[Collected data]
# # # # #
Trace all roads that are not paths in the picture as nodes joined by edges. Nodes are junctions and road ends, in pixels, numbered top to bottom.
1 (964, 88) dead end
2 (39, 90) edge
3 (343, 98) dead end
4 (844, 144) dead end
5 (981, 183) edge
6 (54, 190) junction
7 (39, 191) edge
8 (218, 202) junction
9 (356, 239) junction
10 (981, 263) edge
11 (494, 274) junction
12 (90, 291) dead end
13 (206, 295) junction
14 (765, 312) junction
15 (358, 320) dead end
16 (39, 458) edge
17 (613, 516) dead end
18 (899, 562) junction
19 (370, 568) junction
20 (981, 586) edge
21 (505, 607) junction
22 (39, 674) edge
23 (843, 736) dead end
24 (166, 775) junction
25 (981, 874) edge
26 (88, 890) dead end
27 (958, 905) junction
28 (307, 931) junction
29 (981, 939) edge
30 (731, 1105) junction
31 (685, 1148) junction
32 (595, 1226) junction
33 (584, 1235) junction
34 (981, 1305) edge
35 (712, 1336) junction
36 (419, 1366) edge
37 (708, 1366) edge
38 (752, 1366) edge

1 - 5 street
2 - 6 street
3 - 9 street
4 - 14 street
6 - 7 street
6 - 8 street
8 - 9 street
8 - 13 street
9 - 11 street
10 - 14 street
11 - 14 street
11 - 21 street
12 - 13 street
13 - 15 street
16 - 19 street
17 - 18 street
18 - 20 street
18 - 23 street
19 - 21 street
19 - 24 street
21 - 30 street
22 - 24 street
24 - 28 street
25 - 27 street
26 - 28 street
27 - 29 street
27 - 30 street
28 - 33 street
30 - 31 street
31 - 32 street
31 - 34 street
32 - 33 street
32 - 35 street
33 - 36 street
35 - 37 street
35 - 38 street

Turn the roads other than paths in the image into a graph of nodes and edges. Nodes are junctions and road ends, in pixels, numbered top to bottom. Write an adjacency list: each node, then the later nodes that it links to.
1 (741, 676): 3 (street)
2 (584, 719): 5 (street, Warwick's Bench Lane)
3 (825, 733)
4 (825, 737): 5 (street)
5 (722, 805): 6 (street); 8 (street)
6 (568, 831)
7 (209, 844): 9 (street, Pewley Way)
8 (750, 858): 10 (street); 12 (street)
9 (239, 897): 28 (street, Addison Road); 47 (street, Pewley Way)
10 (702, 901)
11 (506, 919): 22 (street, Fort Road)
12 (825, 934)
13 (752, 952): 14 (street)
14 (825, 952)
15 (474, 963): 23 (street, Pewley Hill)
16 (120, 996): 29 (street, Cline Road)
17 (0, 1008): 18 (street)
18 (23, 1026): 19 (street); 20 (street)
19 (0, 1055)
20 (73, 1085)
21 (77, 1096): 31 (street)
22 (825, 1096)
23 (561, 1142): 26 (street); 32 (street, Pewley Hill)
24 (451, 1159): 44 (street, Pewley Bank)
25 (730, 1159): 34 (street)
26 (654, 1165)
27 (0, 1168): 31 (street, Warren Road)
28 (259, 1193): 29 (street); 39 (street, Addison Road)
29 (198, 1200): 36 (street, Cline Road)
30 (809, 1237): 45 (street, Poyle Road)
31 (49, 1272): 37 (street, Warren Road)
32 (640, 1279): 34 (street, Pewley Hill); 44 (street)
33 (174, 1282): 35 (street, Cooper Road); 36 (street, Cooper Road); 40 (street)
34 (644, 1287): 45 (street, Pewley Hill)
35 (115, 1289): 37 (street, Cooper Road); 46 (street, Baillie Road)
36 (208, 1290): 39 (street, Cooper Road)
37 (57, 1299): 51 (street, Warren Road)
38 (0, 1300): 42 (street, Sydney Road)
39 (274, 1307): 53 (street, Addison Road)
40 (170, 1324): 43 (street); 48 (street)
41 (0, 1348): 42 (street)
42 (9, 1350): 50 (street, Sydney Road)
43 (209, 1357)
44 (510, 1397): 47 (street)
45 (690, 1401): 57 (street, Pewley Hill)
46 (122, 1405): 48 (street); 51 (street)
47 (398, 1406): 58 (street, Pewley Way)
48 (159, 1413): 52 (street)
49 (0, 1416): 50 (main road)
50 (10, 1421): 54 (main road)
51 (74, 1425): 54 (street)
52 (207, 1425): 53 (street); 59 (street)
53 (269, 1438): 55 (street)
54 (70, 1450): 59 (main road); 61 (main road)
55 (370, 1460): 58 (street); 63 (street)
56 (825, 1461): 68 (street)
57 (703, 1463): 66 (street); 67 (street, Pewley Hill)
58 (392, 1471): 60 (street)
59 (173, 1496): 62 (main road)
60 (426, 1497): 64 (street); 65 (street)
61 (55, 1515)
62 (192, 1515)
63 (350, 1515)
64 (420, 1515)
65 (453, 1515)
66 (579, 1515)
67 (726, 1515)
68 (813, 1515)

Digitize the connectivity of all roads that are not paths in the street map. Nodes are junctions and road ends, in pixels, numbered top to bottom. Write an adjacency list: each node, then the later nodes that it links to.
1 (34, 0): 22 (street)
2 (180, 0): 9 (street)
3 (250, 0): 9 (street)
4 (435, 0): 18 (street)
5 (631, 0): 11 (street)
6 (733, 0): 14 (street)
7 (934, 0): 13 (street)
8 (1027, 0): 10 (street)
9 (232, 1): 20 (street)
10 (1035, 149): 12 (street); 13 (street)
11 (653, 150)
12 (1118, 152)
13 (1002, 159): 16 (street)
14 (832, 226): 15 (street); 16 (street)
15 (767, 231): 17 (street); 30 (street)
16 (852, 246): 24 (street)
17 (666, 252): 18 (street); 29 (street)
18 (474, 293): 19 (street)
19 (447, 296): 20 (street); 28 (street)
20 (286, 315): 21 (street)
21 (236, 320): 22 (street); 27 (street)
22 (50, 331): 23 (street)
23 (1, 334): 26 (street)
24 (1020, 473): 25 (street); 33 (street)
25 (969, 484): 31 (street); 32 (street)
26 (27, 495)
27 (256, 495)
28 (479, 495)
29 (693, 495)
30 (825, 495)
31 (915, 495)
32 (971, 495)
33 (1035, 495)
# # # # #
→ **Problem details**
When a line in the data above contains the string "list", copy that line.

→ **Output**
Turn the roads other than paths in the image into a graph of nodes and edges. Nodes are junctions and road ends, in pixels, numbered top to bottom. Write an adjacency list: each node, then the later nodes that it links to.
Digitize the connectivity of all roads that are not paths in the street map. Nodes are junctions and road ends, in pixels, numbered top to bottom. Write an adjacency list: each node, then the later nodes that it links to.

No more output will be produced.